In Patent Document 2, an Fe-based nanocrystalline alloy ribbon with the composition Fe _73.5 Cu ₁ Nb ₃ Si _14.5 B _6.5 (atomic%) is coated with an epoxy resin on the surface of the ribbon and laminated. An antenna using a body is described.
Patent Documents 3 and 4 describe a laminate in which a polyimide resin is applied on a Fe-based nanocrystalline alloy ribbon, laminated, and heat-treated.

JP 2002-164224 A JP 07-278763 A International Publication No. 2005/031767 JP-A-2005-81732

  Although the heat treatment temperature of the Fe-based nanocrystalline alloy ribbon is as high as 500 ° C. or higher, it is very difficult to apply the method (B) even with the polyimide resin having the highest heat resistance temperature.
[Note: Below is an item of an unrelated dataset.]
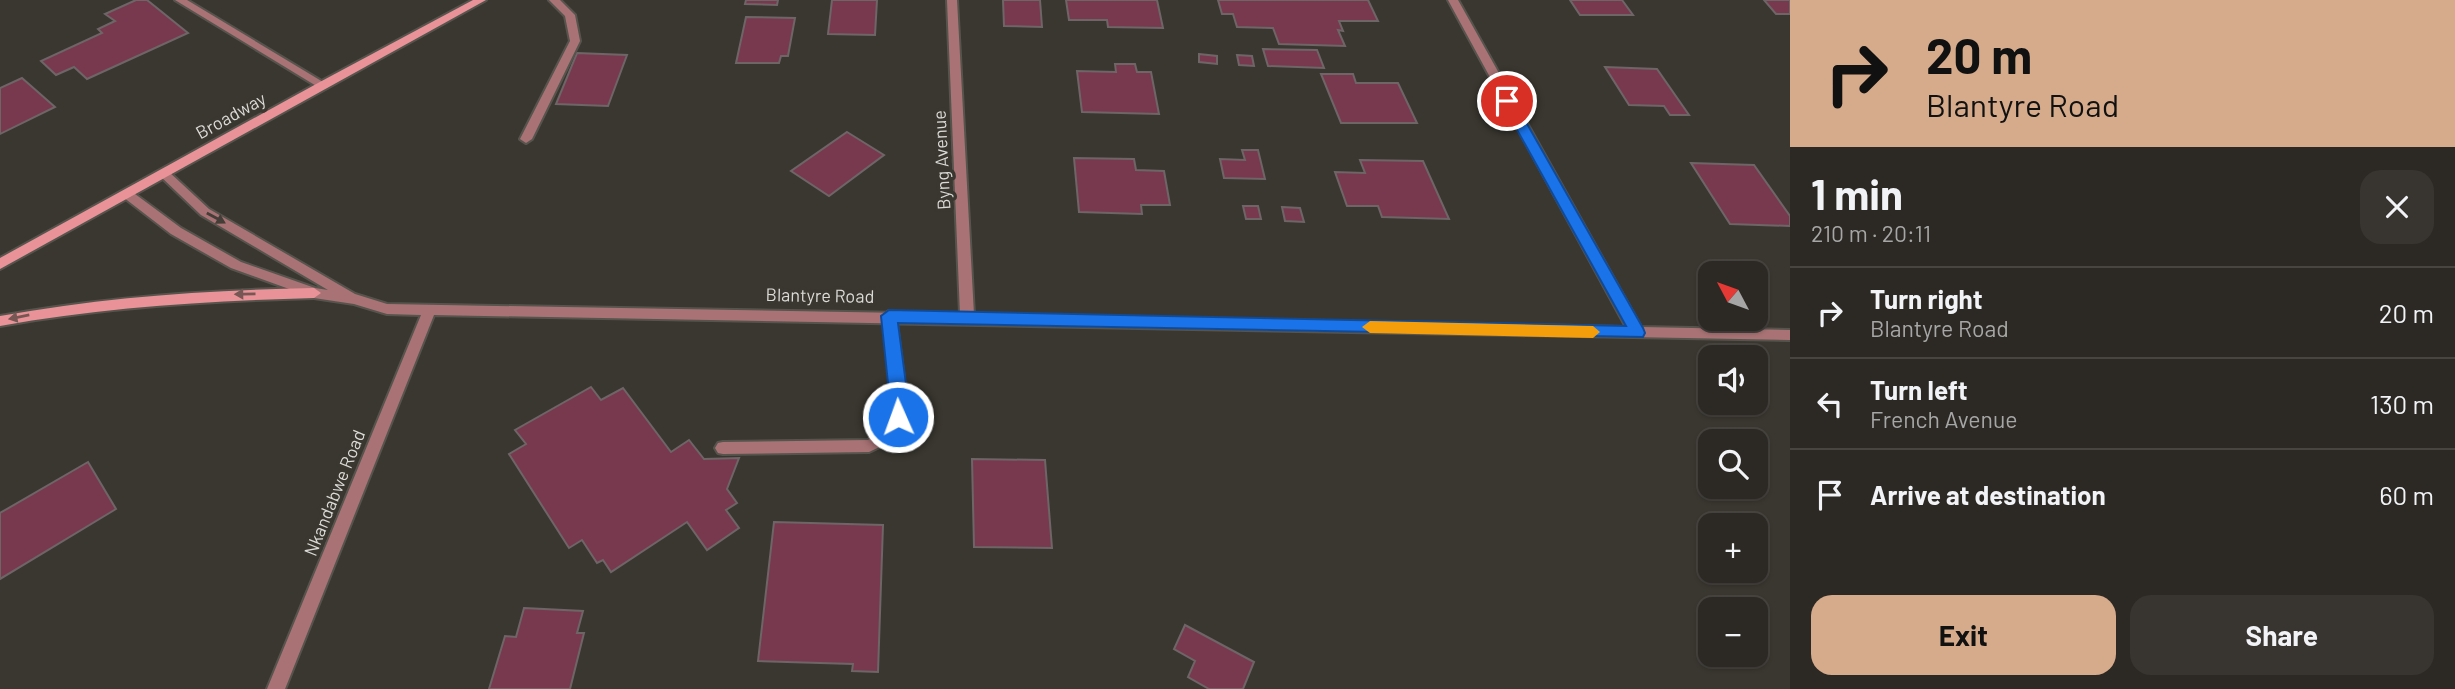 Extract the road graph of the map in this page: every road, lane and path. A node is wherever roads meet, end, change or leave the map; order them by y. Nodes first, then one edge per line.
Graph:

Patent Documents 1, 3, and 4 describe a laminate in which a polyimide resin is applied on a Fe-based nanocrystalline alloy ribbon, laminated, and heat-treated. Therefore, based on the contents described in paragraph (0045) of Patent Document 3 and paragraphs (0042) to (0045) of Patent Document 4, 3,3′-diaminodiphenyl ether (also known as 3,3′-oxydi) is used. A laminate was prepared using a polyimide resin composed of aniline (MODA)) and 3,3 ′, 4,4′-biphenyltetracarboxylic dianhydride (BPDA), and heat-treated at 550 ° C. As a result, there was almost no adhesive force between the alloy ribbons, and there was a problem that each alloy ribbon was easily peeled off. Although an attempt was made to lower the heat treatment temperature to 500 ° C., there was almost no adhesion between the alloy ribbons, and there was a problem that each alloy ribbon was easily peeled off.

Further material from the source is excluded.